===== INPUT FOR THIS TASK

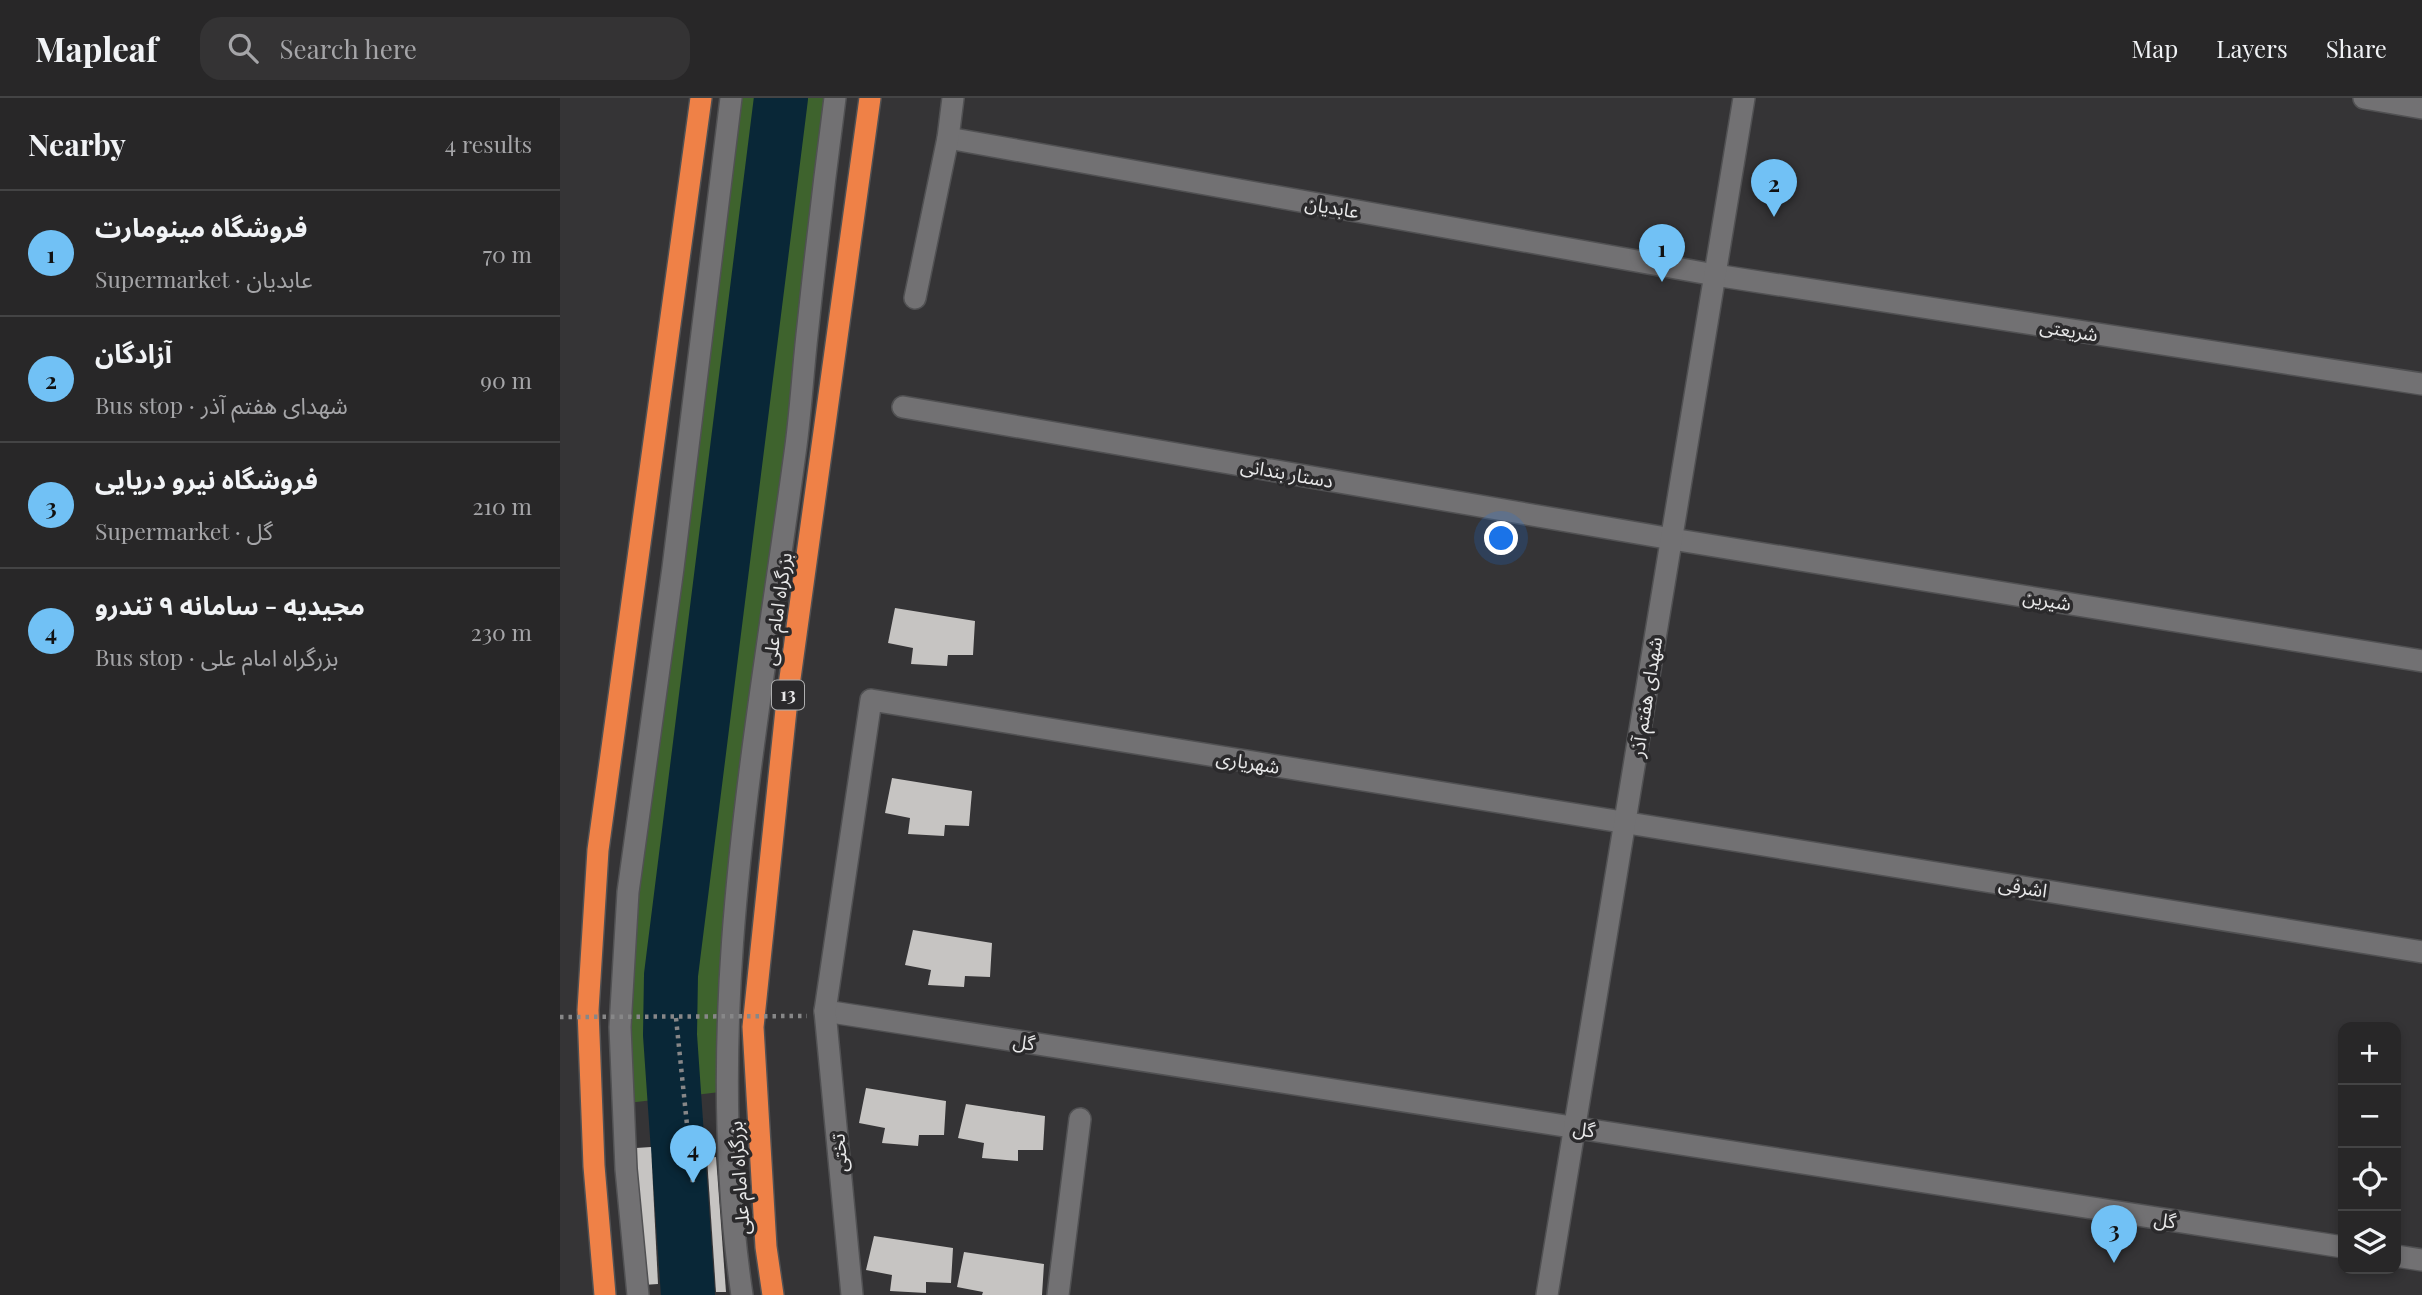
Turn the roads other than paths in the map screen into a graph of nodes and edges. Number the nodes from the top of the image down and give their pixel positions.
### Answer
1 (701, 98) edge
2 (731, 98) edge
3 (835, 98) edge
4 (870, 98) edge
5 (953, 98) edge
6 (1744, 98) edge
7 (2364, 98) edge
8 (2422, 108) edge
9 (948, 138) junction
10 (1715, 275) junction
11 (915, 298) dead end
12 (2422, 384) edge
13 (903, 407) dead end
14 (1672, 539) junction
15 (2422, 661) edge
16 (871, 700) joint
17 (1625, 823) junction
18 (2422, 952) edge
19 (816, 1014) junction
20 (1080, 1119) dead end
21 (1574, 1127) junction
22 (2338, 1247) edge
23 (2401, 1257) edge
24 (2422, 1260) edge
25 (605, 1295) edge
26 (638, 1295) edge
27 (742, 1295) edge
28 (773, 1295) edge
29 (852, 1295) edge
30 (1058, 1295) edge
31 (1547, 1295) edge

1 - 25 highway
2 - 26 street
3 - 27 street
4 - 28 highway, بزرگراه امام علی / 13
5 - 9 street
6 - 10 street, شهدای هفتم آذر
7 - 8 street
9 - 10 street, عابدیان
9 - 11 street
10 - 12 street, شریعتی
10 - 14 street, شهدای هفتم آذر
13 - 14 street, دستار بندانی
14 - 15 street, شیرین
14 - 17 street, شهدای هفتم آذر
16 - 17 street, شهریاری
16 - 19 street, تختی
17 - 18 street, اشرفی
17 - 21 street, شهدای هفتم آذر
19 - 21 street, گل
19 - 29 street, تختی
20 - 30 street
21 - 22 street, گل
21 - 31 street, شهدای هفتم آذر
23 - 24 street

==========

WHAT THE EXERCISE ASKS
Transcribe the data exactly and leave no picture in the copy.

RESPONSE AREA
Turn the roads other than paths in the map screen into a graph of nodes and edges. Number the nodes from the top of the image down and give their pixel positions.
### Answer
1 (701, 98) edge
2 (731, 98) edge
3 (835, 98) edge
4 (870, 98) edge
5 (953, 98) edge
6 (1744, 98) edge
7 (2364, 98) edge
8 (2422, 108) edge
9 (948, 138) junction
10 (1715, 275) junction
11 (915, 298) dead end
12 (2422, 384) edge
13 (903, 407) dead end
14 (1672, 539) junction
15 (2422, 661) edge
16 (871, 700) joint
17 (1625, 823) junction
18 (2422, 952) edge
19 (816, 1014) junction
20 (1080, 1119) dead end
21 (1574, 1127) junction
22 (2338, 1247) edge
23 (2401, 1257) edge
24 (2422, 1260) edge
25 (605, 1295) edge
26 (638, 1295) edge
27 (742, 1295) edge
28 (773, 1295) edge
29 (852, 1295) edge
30 (1058, 1295) edge
31 (1547, 1295) edge

1 - 25 highway
2 - 26 street
3 - 27 street
4 - 28 highway, بزرگراه امام علی / 13
5 - 9 street
6 - 10 street, شهدای هفتم آذر
7 - 8 street
9 - 10 street, عابدیان
9 - 11 street
10 - 12 street, شریعتی
10 - 14 street, شهدای هفتم آذر
13 - 14 street, دستار بندانی
14 - 15 street, شیرین
14 - 17 street, شهدای هفتم آذر
16 - 17 street, شهریاری
16 - 19 street, تختی
17 - 18 street, اشرفی
17 - 21 street, شهدای هفتم آذر
19 - 21 street, گل
19 - 29 street, تختی
20 - 30 street
21 - 22 street, گل
21 - 31 street, شهدای هفتم آذر
23 - 24 street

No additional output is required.